Lassen Sie uns mit einem Gedankenspiel beginnen: Stellen Sie sich vor, Sie haben einen Freund zuletzt am Anfang des Jahres gesprochen. Er meldet sich nun per SMS bei Ihnen und fragt Sie, wie es Ihnen geht. Wenn Sie mit einem Emoji antworten würden, welches Gesicht würden Sie nehmen?

Roland Kettler Gibt es eines mit einem lachenden und weinenden Auge? (sucht im Smartphone mit dem Finger durch die vielen Gesichter, die zur Auswahl stehen) Das hier wäre doch gut. Hat einen Schweißtropfen auf der Stirn, etwas müde Augen, aber lächelt noch verschmitzt.

Warum haben Sie sich für dieses Gesicht entschieden?

Kettler Weil es das Wort Langeweile in meinem Beruf nicht gibt. Als ich 1993 aus der Industrie in den Öffentlichen Dienst gegangen bin und in einem Sportamt für Schwimmbäder zuständig war, habe ich gedacht, ich hätte dann mehr Zeit für die Familie. Und heute habe ich eine Intensität, die ich mir noch 2010 nicht vorstellen konnte. Inzwischen fragt meine Frau nicht mehr, wann es denn mal besser wird.

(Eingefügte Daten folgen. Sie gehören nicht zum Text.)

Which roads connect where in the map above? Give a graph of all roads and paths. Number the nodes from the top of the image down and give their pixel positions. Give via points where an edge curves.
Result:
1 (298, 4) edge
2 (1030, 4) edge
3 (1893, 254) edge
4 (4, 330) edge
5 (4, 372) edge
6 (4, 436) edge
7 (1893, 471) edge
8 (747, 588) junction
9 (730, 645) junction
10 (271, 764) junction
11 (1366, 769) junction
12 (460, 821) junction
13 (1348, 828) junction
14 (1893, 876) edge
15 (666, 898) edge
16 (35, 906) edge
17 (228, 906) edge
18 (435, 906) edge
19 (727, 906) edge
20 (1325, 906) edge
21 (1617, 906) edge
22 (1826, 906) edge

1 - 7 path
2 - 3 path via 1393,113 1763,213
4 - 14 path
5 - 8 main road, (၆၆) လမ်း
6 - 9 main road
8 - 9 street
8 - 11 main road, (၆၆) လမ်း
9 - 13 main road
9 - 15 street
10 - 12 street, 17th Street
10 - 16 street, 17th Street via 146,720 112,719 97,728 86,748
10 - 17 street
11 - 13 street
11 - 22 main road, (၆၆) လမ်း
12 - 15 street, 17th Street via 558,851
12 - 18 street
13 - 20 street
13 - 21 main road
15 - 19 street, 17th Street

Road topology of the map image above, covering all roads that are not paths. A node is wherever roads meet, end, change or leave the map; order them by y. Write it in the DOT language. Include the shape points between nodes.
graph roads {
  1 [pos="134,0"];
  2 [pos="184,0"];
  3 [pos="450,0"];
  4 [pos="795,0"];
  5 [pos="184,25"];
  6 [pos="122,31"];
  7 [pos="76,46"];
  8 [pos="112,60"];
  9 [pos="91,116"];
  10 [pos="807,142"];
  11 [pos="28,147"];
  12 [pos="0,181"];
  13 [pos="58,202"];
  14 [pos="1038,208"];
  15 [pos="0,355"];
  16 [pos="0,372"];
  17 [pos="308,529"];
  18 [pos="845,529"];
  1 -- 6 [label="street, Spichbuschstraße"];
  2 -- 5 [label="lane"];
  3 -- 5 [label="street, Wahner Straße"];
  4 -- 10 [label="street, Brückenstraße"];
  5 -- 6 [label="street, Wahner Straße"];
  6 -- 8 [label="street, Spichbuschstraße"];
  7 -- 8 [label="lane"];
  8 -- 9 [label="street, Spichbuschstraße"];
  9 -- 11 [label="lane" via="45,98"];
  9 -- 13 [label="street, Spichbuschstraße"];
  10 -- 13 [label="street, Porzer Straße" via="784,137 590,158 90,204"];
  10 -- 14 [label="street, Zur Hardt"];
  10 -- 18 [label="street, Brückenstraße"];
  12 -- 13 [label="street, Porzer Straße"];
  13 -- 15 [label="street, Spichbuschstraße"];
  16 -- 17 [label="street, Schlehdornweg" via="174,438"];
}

Das lag in diesem Jahr sicher auch daran, dass die Freibäder ein Dauerthema waren: neue Eintrittspreise, neue Öffnungszeiten, die Schließung zweier Bäder im schönen Spätsommer. Was haben Sie aus dieser Saison gelernt?

Kettler Zunächst einmal hat sich eine alte Weisheit bewahrheitet: Planung ist der Irrtum von gestern. Der Betrieb eines Freibads ist völlig unplanbar.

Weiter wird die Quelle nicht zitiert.